-- Opening Marker --
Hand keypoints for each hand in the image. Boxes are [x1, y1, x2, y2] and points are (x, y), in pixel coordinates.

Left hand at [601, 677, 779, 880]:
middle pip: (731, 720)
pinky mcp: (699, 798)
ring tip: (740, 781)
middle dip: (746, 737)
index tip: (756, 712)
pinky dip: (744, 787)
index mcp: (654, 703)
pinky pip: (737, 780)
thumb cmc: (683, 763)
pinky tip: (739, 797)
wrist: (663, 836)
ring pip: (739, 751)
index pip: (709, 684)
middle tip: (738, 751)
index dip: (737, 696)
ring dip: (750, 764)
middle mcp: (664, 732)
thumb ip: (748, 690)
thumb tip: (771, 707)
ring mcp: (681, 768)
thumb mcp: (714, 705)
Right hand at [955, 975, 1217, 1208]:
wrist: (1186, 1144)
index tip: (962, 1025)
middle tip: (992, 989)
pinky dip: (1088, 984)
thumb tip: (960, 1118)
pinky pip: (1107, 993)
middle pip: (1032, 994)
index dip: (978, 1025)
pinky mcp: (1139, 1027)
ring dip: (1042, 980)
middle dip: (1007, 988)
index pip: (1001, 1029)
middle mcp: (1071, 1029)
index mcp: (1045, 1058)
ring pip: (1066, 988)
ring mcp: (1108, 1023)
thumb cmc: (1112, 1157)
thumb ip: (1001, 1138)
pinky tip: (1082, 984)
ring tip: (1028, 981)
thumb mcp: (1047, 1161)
-- Closing Marker --
-- Opening Marker --
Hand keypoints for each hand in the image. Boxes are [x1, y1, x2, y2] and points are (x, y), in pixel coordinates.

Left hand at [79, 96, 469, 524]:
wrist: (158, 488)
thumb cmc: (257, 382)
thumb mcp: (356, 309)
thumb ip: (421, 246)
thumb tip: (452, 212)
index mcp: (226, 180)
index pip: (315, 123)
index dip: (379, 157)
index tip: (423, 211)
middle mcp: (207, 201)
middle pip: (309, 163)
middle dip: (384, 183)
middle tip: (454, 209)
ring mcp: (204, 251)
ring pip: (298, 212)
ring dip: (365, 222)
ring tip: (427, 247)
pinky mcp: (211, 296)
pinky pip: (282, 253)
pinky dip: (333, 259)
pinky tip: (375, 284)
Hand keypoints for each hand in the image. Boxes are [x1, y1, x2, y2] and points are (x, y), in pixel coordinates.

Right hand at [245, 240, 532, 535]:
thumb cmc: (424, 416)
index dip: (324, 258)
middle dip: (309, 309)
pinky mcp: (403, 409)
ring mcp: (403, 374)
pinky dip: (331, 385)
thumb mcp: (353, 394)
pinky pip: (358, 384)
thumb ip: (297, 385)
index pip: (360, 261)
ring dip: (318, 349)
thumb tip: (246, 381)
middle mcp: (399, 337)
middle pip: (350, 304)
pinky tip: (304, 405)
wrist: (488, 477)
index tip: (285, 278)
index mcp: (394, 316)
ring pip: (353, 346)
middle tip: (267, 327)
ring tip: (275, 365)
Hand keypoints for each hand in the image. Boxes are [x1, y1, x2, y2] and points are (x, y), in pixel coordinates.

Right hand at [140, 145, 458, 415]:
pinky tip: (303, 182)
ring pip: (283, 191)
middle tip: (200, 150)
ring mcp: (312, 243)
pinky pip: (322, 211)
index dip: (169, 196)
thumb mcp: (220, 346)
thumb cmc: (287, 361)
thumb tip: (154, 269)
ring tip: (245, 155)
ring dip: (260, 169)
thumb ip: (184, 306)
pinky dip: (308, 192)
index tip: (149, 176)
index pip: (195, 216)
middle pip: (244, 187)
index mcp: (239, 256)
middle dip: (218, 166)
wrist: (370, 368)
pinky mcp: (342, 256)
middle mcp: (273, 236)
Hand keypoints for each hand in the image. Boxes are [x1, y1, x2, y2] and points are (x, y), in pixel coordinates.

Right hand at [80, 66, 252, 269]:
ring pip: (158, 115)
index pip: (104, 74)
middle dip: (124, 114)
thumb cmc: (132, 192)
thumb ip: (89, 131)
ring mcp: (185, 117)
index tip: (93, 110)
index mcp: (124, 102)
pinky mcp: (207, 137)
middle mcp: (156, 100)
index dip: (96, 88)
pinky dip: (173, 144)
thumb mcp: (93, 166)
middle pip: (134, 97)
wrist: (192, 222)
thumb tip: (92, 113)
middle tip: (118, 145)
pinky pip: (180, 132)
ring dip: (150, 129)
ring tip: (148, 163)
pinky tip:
-- Closing Marker --
-- Opening Marker --
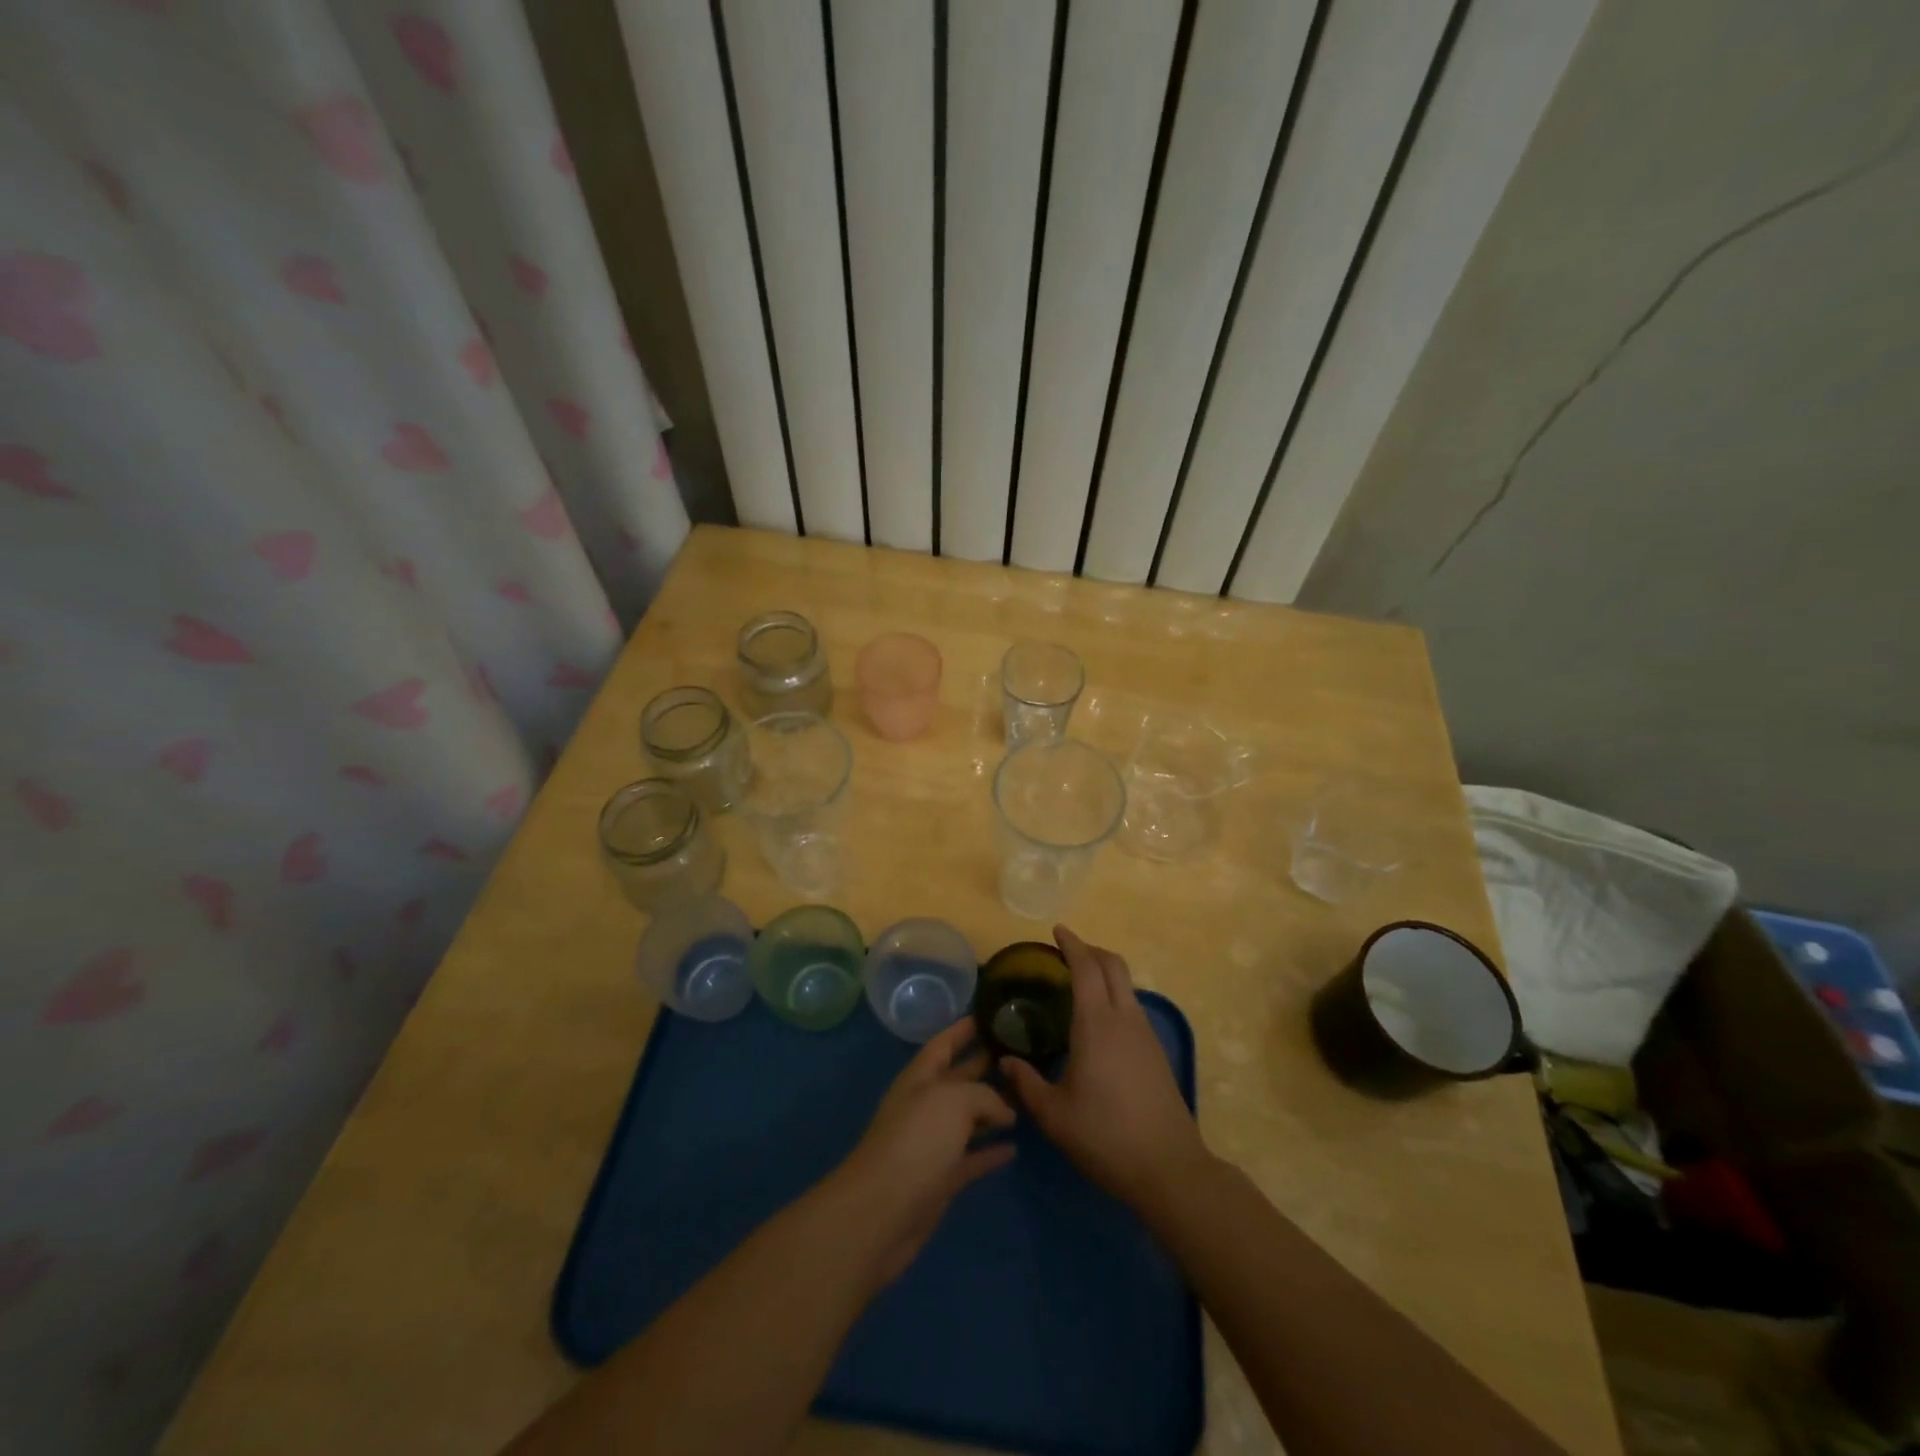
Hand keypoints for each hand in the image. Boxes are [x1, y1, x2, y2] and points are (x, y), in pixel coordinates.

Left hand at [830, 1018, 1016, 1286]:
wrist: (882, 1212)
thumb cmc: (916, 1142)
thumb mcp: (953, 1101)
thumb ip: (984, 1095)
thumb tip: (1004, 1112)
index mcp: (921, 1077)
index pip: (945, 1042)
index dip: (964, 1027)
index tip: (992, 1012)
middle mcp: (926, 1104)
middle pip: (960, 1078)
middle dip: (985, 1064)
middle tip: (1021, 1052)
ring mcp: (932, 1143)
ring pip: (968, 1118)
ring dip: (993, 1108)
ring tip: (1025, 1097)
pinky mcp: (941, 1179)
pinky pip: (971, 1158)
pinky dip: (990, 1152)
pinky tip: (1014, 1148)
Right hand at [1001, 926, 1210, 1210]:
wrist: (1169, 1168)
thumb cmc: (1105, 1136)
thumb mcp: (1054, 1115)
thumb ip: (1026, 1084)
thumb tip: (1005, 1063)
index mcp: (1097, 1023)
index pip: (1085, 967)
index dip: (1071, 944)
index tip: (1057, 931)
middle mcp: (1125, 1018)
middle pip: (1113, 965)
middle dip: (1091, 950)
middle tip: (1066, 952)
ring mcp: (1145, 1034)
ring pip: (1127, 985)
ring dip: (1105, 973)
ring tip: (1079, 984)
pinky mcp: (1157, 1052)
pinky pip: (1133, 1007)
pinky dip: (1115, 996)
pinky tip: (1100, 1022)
-- Closing Marker --
▶ [TASK STATEMENT] Look through the listing above and copy each line where the string "Left" occurs.

▶ [RESPONSE]
Left hand at [601, 677, 779, 880]:
Left hand at [79, 96, 469, 524]:
Left hand at [830, 1018, 1016, 1286]:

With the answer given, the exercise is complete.